В «Последней пасторали» сюжетное действие (вторая глава) начинается также с покоса, но в ней вместо прекрасного лика природы предстает ее уродливая гримаса. Если в поэме Янки Купалы живописуется пробуждение природы, зарождение жизни, любви, сотворчество семьи, начиная со строительства дома, изготовления домашней ткани, ткацкого станка и т. д., то в «Последней пасторали» изображается «перевернутое» существование вне привычных «опор»: «Нам бы вспомнить до конца, откуда и кто мы…» (Адамович 1987: 5); «…Все на этом острове и так и не так, и есть и вроде нет, нечто, но одновременно и некто» (Адамович 1987: 5); «Где зима, где лето, где север, где юг – все по-сумасшедшему перемешалось» (Адамович 1987: 5).

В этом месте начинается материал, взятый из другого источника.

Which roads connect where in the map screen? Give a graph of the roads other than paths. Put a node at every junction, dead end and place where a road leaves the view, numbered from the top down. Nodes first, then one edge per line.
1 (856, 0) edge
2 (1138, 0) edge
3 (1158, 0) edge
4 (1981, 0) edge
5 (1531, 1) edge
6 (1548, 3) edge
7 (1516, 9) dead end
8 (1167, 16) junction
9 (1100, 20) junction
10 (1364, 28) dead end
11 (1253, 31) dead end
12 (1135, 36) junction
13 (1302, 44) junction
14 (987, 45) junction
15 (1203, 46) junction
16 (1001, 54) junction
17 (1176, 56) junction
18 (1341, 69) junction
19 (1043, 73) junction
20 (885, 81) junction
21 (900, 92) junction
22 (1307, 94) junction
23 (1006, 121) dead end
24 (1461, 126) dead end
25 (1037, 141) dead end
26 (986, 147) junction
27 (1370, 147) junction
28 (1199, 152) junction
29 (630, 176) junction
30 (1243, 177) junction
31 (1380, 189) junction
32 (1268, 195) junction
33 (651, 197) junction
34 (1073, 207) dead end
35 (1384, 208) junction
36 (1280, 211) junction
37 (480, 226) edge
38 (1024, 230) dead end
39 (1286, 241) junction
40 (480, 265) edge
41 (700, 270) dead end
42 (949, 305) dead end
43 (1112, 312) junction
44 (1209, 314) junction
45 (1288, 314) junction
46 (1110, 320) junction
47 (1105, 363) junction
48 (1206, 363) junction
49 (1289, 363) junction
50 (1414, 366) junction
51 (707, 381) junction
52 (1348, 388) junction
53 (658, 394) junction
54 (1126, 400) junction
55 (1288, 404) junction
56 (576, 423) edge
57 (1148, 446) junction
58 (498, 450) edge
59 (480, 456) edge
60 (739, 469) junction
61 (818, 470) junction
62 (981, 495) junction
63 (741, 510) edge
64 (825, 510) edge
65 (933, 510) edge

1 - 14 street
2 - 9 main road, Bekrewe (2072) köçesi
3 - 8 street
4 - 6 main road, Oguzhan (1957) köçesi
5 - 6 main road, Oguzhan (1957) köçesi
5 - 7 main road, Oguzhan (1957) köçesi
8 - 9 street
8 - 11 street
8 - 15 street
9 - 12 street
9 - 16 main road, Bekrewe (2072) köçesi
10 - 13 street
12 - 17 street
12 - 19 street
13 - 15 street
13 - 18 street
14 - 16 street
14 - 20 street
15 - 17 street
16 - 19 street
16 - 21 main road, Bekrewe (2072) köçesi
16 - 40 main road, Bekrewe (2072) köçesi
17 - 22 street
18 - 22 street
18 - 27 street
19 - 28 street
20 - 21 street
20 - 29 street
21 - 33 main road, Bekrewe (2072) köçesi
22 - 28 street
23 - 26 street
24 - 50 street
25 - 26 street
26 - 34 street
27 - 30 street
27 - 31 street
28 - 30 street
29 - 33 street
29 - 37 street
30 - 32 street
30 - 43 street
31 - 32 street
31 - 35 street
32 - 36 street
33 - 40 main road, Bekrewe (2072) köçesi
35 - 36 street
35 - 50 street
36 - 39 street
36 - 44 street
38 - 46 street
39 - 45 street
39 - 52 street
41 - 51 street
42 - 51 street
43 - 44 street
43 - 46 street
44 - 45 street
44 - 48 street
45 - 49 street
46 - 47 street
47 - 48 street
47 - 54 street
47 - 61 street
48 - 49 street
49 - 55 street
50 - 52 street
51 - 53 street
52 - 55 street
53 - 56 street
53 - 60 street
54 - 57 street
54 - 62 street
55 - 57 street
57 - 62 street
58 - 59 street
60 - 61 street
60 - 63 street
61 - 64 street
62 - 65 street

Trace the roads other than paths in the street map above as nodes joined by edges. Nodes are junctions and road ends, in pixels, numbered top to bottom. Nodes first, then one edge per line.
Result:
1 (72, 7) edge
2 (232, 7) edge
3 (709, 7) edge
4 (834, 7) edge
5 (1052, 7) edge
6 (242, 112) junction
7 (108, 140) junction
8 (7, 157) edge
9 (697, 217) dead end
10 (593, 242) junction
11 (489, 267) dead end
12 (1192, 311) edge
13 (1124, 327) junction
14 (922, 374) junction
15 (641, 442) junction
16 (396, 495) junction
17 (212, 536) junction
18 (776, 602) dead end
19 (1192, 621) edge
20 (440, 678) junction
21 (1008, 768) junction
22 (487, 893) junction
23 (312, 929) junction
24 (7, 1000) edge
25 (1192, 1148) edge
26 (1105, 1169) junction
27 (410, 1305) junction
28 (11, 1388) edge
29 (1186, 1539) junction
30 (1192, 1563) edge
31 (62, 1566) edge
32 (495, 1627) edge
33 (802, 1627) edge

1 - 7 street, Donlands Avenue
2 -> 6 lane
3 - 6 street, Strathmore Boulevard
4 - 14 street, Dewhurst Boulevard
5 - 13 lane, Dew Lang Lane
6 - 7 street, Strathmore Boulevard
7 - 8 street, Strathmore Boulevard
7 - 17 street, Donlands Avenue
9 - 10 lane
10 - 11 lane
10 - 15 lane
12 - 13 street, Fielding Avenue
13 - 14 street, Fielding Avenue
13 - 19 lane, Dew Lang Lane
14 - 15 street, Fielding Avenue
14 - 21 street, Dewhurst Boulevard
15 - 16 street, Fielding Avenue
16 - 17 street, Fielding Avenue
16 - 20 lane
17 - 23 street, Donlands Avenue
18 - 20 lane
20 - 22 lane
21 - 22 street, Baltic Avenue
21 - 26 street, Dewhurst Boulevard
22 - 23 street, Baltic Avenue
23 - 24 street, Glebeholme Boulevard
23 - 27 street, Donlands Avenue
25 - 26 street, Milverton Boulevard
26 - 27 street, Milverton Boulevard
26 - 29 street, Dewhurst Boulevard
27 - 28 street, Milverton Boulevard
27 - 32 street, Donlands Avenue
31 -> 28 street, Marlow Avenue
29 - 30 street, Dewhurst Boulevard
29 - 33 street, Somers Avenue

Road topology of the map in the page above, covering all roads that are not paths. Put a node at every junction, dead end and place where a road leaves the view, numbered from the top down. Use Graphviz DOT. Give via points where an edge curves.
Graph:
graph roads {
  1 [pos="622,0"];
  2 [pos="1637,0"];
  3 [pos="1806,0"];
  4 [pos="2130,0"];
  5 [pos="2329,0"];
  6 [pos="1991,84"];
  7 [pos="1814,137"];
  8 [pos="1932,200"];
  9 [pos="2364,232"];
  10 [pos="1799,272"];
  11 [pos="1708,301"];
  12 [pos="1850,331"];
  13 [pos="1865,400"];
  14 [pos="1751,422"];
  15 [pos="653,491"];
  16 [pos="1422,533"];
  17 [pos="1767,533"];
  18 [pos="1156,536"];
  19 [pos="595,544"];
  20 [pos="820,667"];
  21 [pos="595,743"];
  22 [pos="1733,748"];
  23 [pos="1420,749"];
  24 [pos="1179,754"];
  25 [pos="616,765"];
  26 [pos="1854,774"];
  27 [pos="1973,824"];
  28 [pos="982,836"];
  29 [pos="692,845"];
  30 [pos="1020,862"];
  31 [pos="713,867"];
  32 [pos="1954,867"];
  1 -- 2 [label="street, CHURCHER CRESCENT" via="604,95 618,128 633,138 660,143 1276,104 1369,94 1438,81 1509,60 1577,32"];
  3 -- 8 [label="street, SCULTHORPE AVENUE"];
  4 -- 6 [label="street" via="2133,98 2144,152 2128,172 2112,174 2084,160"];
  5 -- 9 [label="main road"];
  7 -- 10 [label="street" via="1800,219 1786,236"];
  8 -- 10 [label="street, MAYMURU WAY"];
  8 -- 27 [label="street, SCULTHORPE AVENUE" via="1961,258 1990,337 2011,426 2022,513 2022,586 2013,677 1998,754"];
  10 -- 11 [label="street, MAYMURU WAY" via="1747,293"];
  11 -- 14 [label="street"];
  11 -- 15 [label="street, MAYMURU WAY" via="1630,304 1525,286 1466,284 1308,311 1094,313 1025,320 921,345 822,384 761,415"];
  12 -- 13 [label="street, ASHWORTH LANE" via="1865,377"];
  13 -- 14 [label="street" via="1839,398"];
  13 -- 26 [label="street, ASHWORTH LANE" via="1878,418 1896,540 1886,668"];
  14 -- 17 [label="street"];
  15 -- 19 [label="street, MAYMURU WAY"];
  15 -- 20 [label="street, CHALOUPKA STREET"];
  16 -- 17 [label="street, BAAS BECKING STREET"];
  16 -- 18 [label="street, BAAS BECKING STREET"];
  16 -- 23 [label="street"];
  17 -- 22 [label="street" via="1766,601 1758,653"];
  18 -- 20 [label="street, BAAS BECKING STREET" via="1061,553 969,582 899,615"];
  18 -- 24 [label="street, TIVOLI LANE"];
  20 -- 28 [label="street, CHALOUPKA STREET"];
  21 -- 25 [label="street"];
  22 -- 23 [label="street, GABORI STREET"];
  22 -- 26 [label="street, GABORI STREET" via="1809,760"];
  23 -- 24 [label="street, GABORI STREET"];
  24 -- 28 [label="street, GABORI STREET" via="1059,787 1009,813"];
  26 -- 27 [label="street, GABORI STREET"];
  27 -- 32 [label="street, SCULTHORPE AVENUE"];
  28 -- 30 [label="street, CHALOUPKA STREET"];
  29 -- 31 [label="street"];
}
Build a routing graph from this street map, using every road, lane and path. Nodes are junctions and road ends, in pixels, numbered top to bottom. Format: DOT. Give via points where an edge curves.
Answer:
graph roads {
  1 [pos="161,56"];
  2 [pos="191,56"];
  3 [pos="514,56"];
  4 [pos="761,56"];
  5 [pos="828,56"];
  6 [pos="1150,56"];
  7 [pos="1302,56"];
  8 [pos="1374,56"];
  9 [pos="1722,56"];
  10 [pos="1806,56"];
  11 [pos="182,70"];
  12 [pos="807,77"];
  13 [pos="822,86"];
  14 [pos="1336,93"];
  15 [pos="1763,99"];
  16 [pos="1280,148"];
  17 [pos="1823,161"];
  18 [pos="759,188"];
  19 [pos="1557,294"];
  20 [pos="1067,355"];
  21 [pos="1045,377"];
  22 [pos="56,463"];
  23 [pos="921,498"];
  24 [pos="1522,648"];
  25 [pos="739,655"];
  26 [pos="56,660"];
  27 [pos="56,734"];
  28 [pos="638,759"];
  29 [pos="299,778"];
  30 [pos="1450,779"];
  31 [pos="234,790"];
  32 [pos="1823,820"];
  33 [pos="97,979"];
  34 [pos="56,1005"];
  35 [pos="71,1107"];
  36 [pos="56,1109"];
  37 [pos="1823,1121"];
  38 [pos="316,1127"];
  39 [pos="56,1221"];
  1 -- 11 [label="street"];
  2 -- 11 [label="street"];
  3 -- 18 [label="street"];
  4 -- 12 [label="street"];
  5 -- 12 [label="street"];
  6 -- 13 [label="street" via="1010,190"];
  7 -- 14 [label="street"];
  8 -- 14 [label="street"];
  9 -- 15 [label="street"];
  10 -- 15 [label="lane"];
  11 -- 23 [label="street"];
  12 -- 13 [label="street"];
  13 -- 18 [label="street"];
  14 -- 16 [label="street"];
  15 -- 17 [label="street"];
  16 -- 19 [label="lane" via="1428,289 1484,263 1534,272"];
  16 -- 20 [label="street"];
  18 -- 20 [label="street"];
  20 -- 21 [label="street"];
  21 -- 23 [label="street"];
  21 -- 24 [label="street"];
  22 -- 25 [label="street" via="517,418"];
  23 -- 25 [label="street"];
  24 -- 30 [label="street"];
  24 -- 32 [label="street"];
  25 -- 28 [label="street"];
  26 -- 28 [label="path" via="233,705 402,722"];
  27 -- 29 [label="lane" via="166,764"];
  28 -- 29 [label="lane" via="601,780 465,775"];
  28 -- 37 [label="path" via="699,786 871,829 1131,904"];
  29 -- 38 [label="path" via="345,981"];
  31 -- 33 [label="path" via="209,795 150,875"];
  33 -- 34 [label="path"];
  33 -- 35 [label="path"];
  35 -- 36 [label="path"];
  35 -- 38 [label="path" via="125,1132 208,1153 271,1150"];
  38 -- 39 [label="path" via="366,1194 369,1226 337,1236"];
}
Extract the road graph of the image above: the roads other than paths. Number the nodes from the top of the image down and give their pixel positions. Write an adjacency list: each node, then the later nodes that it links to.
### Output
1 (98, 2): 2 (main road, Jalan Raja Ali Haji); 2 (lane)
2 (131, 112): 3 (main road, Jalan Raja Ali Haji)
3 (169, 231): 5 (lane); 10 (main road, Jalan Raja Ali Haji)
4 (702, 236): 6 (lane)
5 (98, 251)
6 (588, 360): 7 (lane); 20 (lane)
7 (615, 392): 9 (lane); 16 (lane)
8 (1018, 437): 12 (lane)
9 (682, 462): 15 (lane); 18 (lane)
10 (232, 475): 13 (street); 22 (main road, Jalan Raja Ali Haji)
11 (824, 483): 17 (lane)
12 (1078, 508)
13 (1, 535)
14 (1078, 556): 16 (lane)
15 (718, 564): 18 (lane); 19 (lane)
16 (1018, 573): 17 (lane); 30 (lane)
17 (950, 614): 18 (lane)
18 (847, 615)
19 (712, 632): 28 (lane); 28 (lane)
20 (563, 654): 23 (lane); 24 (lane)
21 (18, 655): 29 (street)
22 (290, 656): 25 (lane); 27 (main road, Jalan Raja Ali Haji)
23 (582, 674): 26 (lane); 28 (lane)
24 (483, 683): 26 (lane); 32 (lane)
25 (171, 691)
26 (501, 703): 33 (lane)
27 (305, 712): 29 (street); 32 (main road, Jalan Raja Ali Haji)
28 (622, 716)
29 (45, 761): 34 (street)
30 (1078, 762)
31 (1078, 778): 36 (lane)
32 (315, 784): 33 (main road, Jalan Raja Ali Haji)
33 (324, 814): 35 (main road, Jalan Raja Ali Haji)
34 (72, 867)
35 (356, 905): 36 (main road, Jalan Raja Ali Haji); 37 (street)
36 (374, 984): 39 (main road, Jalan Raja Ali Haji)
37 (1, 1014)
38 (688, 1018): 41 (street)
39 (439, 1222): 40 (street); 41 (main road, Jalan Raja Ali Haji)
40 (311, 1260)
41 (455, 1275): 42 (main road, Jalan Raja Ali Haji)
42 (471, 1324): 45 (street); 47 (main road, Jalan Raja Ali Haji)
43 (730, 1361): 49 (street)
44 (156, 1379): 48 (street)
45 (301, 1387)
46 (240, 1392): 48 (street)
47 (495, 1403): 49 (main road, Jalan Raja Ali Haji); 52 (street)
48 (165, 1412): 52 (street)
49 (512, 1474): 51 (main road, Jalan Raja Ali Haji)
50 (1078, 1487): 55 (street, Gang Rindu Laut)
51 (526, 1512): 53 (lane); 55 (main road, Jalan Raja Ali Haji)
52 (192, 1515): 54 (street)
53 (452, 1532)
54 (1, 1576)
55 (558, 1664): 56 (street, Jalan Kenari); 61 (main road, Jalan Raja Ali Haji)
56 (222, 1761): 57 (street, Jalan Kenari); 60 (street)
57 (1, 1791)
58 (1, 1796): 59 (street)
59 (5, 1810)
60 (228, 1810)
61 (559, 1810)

В эпиграфе к третьей главе «Последней пасторали», взятом из главы «Яблони цветут» поэмы Янки Купалы, говорится о том, что Она и Он ощутили себя Адамом и Евой в райском яблоневом саду, где весенний ветер был и бог и сват, древо ветвями венчало их, а пчелка стала «матерью посаженой». Герои поэмы ощущают себя язычниками в саду. У А. Адамовича Она и Он тоже язычники, но их трагедия заключается в том, что они на некоторое время «пережили» гибель Земли, они последние свидетели наступившего конца света. «С природой что-то неладное, непонятное творилось – впрочем, чему удивляться? – в судорогах предсмертных она силилась, спешила еще что-либо напоследок, под занавес породить, произвести, но разлаженный генный механизм выбрасывал из недр своих нелепейшие комбинации, бессмысленные и бредовые, вроде тех трехголовых крыс, насмерть ранящих, загрызающих самих себя» (Адамович 1987: 13).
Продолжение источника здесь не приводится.